§ Problem:
Search the data below for the word "roads" and report how many lines contain it. Nothing but the number is needed.

§ Extracted records:
-- Opening Marker --

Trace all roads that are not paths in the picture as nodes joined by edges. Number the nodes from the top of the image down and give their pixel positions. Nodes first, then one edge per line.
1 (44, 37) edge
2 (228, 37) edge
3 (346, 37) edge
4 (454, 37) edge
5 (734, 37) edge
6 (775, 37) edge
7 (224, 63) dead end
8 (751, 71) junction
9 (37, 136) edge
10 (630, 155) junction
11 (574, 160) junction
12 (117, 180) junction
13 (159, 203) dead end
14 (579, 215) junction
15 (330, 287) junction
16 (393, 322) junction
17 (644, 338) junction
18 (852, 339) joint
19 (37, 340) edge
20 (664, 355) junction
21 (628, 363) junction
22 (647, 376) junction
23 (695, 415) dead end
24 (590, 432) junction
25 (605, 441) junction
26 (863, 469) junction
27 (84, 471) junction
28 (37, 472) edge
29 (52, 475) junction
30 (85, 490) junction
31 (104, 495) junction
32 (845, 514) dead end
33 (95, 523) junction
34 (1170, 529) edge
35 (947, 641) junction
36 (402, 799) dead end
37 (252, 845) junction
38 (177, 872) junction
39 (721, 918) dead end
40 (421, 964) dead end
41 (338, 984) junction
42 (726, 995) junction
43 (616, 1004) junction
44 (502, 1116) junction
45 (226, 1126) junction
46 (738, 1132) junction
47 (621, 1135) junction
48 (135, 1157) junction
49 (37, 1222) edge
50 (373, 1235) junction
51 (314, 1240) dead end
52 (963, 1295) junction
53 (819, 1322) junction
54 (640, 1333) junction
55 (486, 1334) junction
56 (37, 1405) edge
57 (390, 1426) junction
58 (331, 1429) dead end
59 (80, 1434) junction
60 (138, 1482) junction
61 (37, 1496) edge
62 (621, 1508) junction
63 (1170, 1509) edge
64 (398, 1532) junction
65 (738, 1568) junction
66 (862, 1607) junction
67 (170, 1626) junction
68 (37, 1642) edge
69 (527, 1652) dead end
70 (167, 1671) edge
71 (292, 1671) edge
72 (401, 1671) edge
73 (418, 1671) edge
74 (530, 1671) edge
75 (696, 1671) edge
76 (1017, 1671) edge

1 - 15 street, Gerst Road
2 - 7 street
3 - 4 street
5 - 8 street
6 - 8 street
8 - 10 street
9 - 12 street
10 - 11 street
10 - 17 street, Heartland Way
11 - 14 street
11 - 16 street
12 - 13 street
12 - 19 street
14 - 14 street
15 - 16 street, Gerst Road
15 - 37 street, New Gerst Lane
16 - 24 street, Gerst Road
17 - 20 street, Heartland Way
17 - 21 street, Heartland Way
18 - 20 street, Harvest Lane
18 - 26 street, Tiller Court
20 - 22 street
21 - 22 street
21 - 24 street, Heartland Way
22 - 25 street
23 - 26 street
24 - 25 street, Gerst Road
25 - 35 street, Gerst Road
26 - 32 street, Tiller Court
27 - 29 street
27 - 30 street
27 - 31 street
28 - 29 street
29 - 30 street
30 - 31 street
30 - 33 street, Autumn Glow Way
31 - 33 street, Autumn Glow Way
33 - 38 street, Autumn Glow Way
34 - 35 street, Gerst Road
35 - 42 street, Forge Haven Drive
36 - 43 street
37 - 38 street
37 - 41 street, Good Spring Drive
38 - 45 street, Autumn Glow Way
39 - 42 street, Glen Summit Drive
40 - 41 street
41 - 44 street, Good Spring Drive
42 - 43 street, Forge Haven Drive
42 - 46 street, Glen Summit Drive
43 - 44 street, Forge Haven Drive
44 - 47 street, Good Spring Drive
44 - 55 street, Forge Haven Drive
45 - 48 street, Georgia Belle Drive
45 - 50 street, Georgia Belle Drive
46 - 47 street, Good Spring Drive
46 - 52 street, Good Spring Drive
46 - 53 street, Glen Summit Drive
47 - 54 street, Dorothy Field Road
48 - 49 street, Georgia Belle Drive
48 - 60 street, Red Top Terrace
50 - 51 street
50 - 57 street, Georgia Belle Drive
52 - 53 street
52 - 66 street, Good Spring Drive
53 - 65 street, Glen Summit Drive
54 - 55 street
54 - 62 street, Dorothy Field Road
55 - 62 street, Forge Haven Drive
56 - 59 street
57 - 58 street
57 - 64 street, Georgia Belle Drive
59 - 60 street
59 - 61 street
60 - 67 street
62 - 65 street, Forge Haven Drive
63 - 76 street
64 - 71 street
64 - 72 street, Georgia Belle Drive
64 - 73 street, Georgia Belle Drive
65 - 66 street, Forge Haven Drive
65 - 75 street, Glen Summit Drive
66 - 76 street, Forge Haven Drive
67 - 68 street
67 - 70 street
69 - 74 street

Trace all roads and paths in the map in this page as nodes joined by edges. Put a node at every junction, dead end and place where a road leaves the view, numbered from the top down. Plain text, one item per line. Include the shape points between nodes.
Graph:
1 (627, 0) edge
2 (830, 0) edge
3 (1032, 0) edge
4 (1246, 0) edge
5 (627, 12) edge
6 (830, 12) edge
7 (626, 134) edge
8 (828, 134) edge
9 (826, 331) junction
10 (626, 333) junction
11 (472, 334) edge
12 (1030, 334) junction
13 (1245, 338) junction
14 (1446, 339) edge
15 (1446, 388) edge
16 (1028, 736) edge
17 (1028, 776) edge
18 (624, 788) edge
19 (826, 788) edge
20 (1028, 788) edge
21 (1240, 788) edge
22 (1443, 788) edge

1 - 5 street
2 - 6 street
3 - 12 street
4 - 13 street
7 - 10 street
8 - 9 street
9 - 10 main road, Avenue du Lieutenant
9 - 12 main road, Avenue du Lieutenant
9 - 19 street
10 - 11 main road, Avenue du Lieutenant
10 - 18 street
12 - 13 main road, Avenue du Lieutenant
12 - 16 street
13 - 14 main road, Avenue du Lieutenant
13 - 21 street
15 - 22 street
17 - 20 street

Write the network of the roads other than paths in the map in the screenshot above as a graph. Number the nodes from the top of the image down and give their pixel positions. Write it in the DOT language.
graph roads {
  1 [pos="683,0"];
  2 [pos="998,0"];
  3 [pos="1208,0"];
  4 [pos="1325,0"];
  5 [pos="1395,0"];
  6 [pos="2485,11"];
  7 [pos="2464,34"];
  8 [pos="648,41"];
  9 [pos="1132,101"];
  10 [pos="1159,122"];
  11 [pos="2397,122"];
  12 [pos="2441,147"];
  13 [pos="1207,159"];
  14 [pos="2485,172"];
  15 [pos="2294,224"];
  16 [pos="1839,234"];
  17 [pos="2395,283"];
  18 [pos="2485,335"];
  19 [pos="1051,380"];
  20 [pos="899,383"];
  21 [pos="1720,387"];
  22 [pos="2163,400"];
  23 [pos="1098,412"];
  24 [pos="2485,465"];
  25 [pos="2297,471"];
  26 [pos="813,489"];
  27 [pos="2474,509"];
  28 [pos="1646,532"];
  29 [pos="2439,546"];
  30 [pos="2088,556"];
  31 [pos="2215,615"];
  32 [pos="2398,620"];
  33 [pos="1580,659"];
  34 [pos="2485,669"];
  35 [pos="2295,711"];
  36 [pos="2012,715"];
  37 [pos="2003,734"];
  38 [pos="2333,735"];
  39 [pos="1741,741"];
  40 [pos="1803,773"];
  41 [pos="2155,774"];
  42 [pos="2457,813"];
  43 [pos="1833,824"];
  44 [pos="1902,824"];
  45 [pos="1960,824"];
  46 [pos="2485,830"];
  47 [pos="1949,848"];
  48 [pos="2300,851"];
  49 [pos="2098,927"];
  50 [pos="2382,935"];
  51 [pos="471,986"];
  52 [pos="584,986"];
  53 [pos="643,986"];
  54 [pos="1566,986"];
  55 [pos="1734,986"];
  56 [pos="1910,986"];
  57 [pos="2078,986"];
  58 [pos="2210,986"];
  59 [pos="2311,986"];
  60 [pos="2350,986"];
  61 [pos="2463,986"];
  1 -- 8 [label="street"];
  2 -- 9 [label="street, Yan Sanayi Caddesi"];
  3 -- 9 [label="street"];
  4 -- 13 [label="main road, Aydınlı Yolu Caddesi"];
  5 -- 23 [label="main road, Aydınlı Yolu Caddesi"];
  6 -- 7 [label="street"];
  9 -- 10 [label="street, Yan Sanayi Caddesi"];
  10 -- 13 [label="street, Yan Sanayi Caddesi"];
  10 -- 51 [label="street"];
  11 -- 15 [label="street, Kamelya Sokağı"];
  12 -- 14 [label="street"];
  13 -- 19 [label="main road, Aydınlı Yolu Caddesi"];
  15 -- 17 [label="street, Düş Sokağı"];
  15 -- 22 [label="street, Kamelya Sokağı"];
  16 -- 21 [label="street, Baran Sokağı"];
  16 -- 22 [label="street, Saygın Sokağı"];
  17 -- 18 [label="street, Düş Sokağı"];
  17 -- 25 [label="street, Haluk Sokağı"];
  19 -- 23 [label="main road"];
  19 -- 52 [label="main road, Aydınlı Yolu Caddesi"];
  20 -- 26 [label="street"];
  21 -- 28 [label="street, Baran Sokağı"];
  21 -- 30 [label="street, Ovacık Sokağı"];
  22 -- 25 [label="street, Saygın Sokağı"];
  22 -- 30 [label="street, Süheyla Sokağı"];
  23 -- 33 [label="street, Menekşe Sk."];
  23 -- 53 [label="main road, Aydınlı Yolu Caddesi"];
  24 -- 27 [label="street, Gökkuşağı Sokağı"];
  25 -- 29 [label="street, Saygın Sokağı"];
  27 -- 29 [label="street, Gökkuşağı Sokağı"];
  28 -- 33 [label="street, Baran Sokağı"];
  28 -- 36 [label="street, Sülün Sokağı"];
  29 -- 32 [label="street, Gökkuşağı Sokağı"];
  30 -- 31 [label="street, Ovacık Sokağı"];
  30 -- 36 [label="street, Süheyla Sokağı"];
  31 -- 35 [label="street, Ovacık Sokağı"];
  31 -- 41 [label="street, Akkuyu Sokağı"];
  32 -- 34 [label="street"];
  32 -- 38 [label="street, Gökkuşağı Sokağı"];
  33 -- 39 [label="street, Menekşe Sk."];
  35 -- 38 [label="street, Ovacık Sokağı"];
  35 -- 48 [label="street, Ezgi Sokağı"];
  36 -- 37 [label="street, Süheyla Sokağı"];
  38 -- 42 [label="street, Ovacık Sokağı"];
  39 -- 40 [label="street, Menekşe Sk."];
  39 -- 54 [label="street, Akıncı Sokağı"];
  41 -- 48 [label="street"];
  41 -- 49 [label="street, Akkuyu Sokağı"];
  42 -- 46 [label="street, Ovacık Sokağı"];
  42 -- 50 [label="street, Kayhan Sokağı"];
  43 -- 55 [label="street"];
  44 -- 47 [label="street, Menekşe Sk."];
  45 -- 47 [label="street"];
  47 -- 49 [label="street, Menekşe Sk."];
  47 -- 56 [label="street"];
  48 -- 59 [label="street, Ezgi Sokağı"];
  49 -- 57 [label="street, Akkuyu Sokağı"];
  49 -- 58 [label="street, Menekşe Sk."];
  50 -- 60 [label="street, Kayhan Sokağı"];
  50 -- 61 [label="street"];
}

-- Closing Marker --

§ Written solution:
4